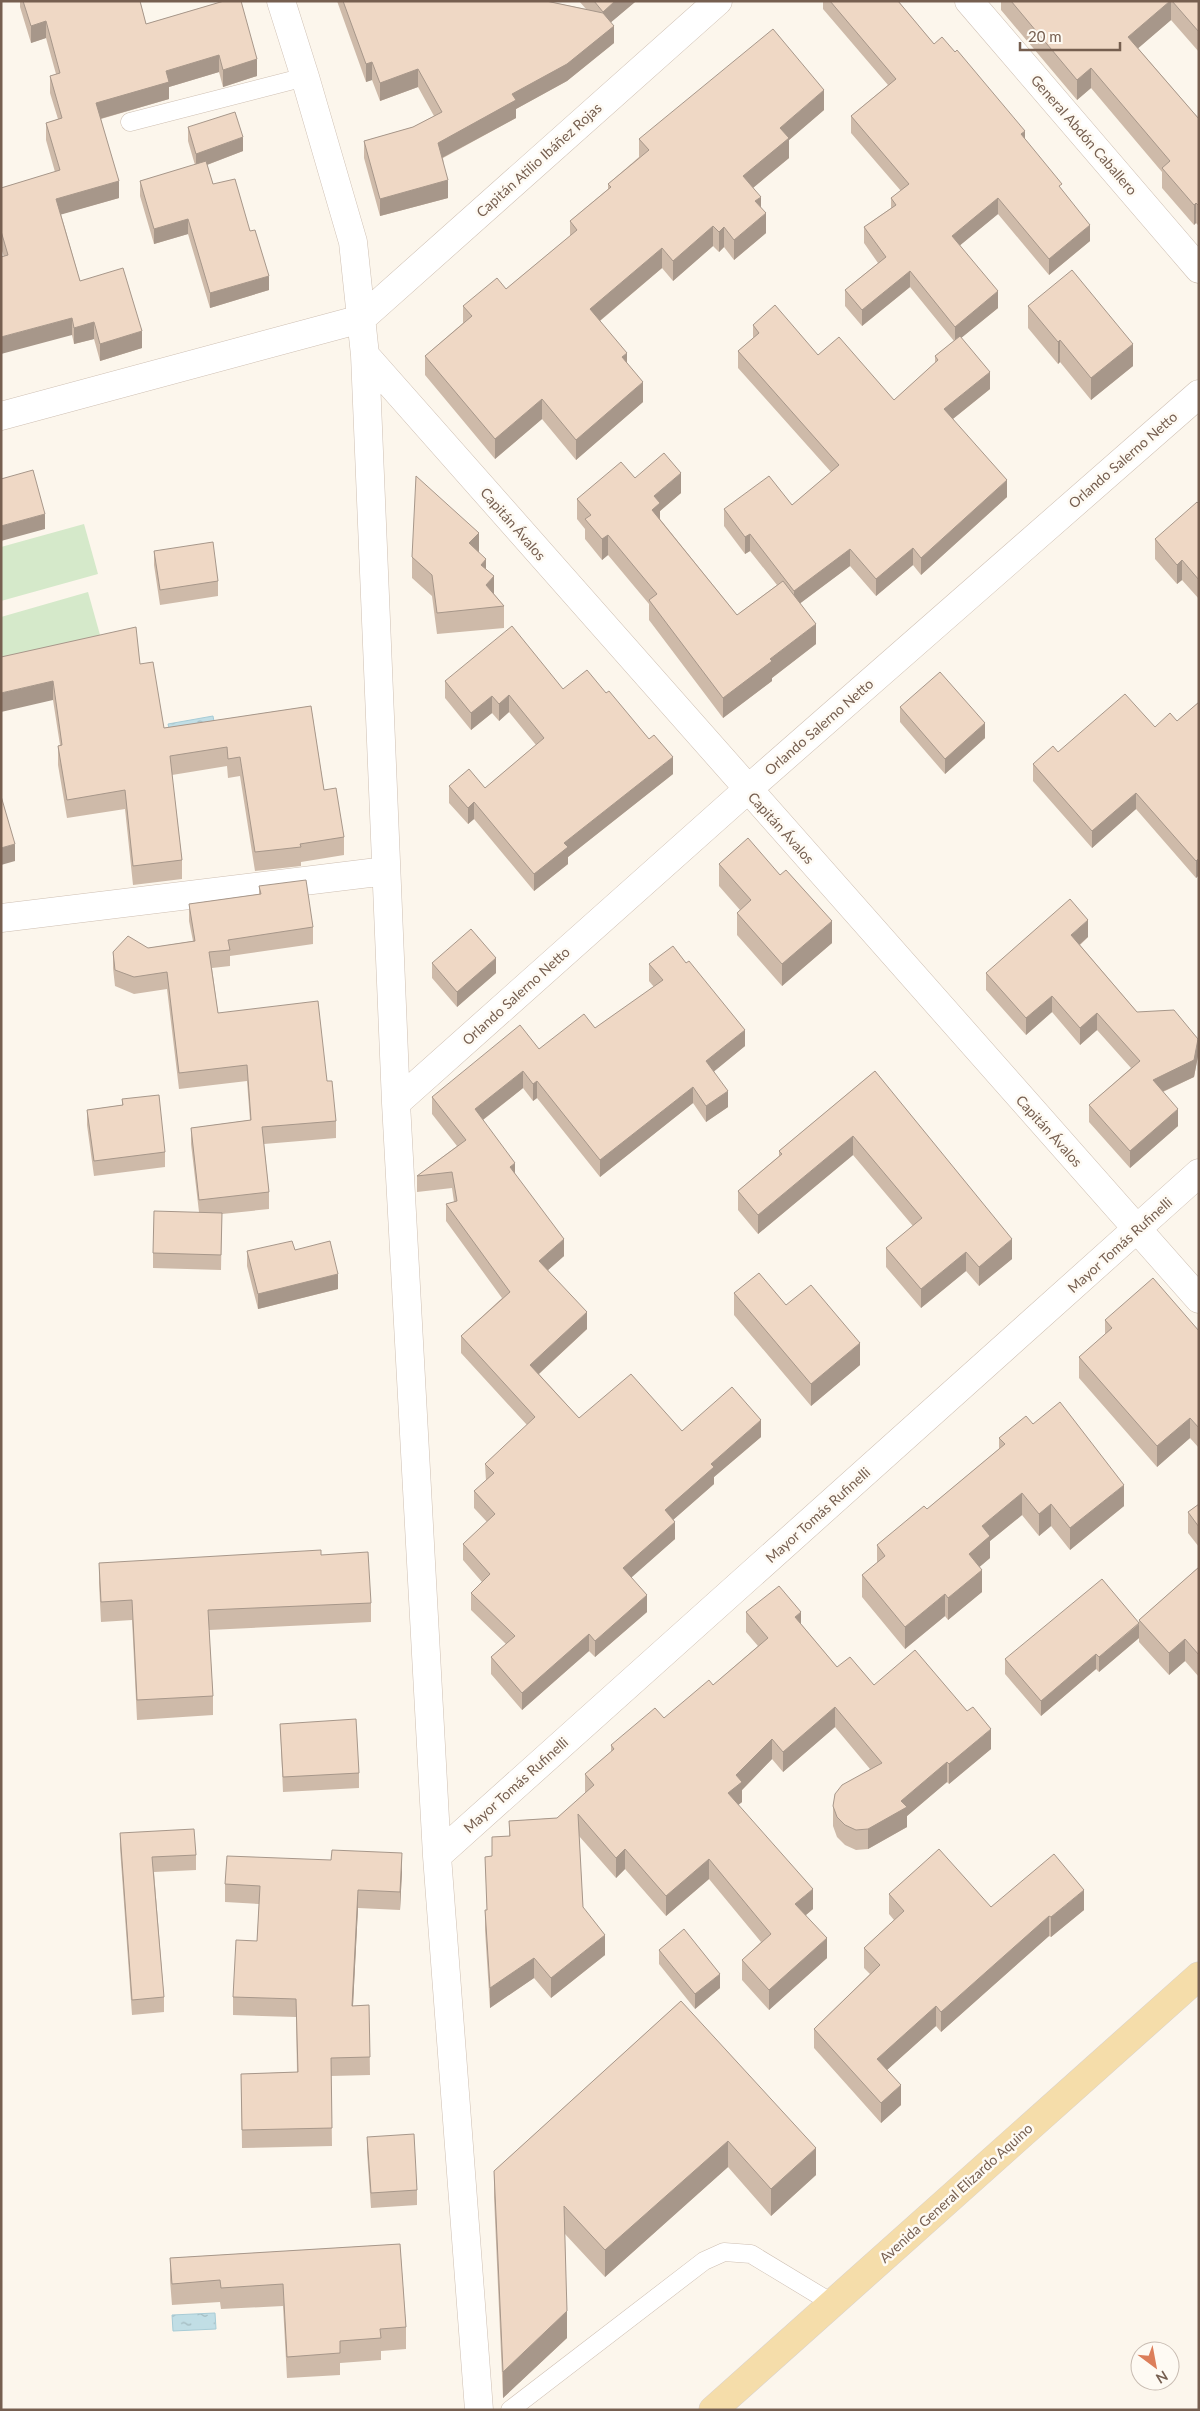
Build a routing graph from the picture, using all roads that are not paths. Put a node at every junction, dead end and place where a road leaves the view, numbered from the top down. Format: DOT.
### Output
graph roads {
  1 [pos="280,1"];
  2 [pos="718,1"];
  3 [pos="969,1"];
  4 [pos="305,77"];
  5 [pos="130,122"];
  6 [pos="1199,269"];
  7 [pos="361,319"];
  8 [pos="365,355"];
  9 [pos="1199,394"];
  10 [pos="1,416"];
  11 [pos="747,790"];
  12 [pos="386,871"];
  13 [pos="1,918"];
  14 [pos="396,1103"];
  15 [pos="1199,1174"];
  16 [pos="1137,1230"];
  17 [pos="1199,1299"];
  18 [pos="437,1856"];
  19 [pos="1199,1976"];
  20 [pos="832,2304"];
  21 [pos="479,2410"];
  22 [pos="510,2410"];
  23 [pos="713,2410"];
  1 -- 4 [label="street"];
  2 -- 7 [label="street, Capitán Atilio Ibáñez Rojas"];
  3 -- 6 [label="street, General Abdón Caballero"];
  4 -- 5 [label="lane"];
  4 -- 7 [label="street"];
  7 -- 8 [label="street"];
  7 -- 10 [label="street"];
  8 -- 11 [label="street, Capitán Ávalos"];
  8 -- 12 [label="street"];
  9 -- 11 [label="street, Orlando Salerno Netto"];
  11 -- 14 [label="street, Orlando Salerno Netto"];
  11 -- 16 [label="street, Capitán Ávalos"];
  12 -- 13 [label="street"];
  12 -- 14 [label="street"];
  14 -- 18 [label="street"];
  15 -- 16 [label="street, Mayor Tomás Rufinelli"];
  16 -- 17 [label="street, Capitán Ávalos"];
  16 -- 18 [label="street, Mayor Tomás Rufinelli"];
  18 -- 21 [label="street"];
  19 -- 20 [label="main road, Avenida General Elizardo Aquino"];
  20 -- 22 [label="lane"];
  20 -- 23 [label="main road, Avenida General Elizardo Aquino"];
}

• [EXERCISE DESCRIPTION] Restate the entries above word for word, keeping pictures out of the copy.

• [RESULT]
Build a routing graph from the picture, using all roads that are not paths. Put a node at every junction, dead end and place where a road leaves the view, numbered from the top down. Format: DOT.
### Output
graph roads {
  1 [pos="280,1"];
  2 [pos="718,1"];
  3 [pos="969,1"];
  4 [pos="305,77"];
  5 [pos="130,122"];
  6 [pos="1199,269"];
  7 [pos="361,319"];
  8 [pos="365,355"];
  9 [pos="1199,394"];
  10 [pos="1,416"];
  11 [pos="747,790"];
  12 [pos="386,871"];
  13 [pos="1,918"];
  14 [pos="396,1103"];
  15 [pos="1199,1174"];
  16 [pos="1137,1230"];
  17 [pos="1199,1299"];
  18 [pos="437,1856"];
  19 [pos="1199,1976"];
  20 [pos="832,2304"];
  21 [pos="479,2410"];
  22 [pos="510,2410"];
  23 [pos="713,2410"];
  1 -- 4 [label="street"];
  2 -- 7 [label="street, Capitán Atilio Ibáñez Rojas"];
  3 -- 6 [label="street, General Abdón Caballero"];
  4 -- 5 [label="lane"];
  4 -- 7 [label="street"];
  7 -- 8 [label="street"];
  7 -- 10 [label="street"];
  8 -- 11 [label="street, Capitán Ávalos"];
  8 -- 12 [label="street"];
  9 -- 11 [label="street, Orlando Salerno Netto"];
  11 -- 14 [label="street, Orlando Salerno Netto"];
  11 -- 16 [label="street, Capitán Ávalos"];
  12 -- 13 [label="street"];
  12 -- 14 [label="street"];
  14 -- 18 [label="street"];
  15 -- 16 [label="street, Mayor Tomás Rufinelli"];
  16 -- 17 [label="street, Capitán Ávalos"];
  16 -- 18 [label="street, Mayor Tomás Rufinelli"];
  18 -- 21 [label="street"];
  19 -- 20 [label="main road, Avenida General Elizardo Aquino"];
  20 -- 22 [label="lane"];
  20 -- 23 [label="main road, Avenida General Elizardo Aquino"];
}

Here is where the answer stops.